*** Begin section ***
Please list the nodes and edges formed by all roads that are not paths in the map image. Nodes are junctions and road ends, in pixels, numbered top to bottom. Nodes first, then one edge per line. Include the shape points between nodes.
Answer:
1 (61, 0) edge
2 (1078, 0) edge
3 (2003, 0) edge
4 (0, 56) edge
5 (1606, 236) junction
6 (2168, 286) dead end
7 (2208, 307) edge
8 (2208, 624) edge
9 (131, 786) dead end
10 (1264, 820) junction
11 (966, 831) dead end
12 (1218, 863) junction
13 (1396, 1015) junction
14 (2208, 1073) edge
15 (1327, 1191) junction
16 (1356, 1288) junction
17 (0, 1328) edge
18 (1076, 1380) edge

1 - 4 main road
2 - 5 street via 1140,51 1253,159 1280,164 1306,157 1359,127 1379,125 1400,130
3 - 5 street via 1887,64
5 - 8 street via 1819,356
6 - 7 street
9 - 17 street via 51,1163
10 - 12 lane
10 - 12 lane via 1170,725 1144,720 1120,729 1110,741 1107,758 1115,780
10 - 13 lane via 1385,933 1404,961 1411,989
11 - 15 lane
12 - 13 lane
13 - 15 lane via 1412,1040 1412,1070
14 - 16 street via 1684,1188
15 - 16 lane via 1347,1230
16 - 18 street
*** End section ***
Work task ->
Please retype all of the data above exactly as written.

Final answer ->
Please list the nodes and edges formed by all roads that are not paths in the map image. Nodes are junctions and road ends, in pixels, numbered top to bottom. Nodes first, then one edge per line. Include the shape points between nodes.
Answer:
1 (61, 0) edge
2 (1078, 0) edge
3 (2003, 0) edge
4 (0, 56) edge
5 (1606, 236) junction
6 (2168, 286) dead end
7 (2208, 307) edge
8 (2208, 624) edge
9 (131, 786) dead end
10 (1264, 820) junction
11 (966, 831) dead end
12 (1218, 863) junction
13 (1396, 1015) junction
14 (2208, 1073) edge
15 (1327, 1191) junction
16 (1356, 1288) junction
17 (0, 1328) edge
18 (1076, 1380) edge

1 - 4 main road
2 - 5 street via 1140,51 1253,159 1280,164 1306,157 1359,127 1379,125 1400,130
3 - 5 street via 1887,64
5 - 8 street via 1819,356
6 - 7 street
9 - 17 street via 51,1163
10 - 12 lane
10 - 12 lane via 1170,725 1144,720 1120,729 1110,741 1107,758 1115,780
10 - 13 lane via 1385,933 1404,961 1411,989
11 - 15 lane
12 - 13 lane
13 - 15 lane via 1412,1040 1412,1070
14 - 16 street via 1684,1188
15 - 16 lane via 1347,1230
16 - 18 street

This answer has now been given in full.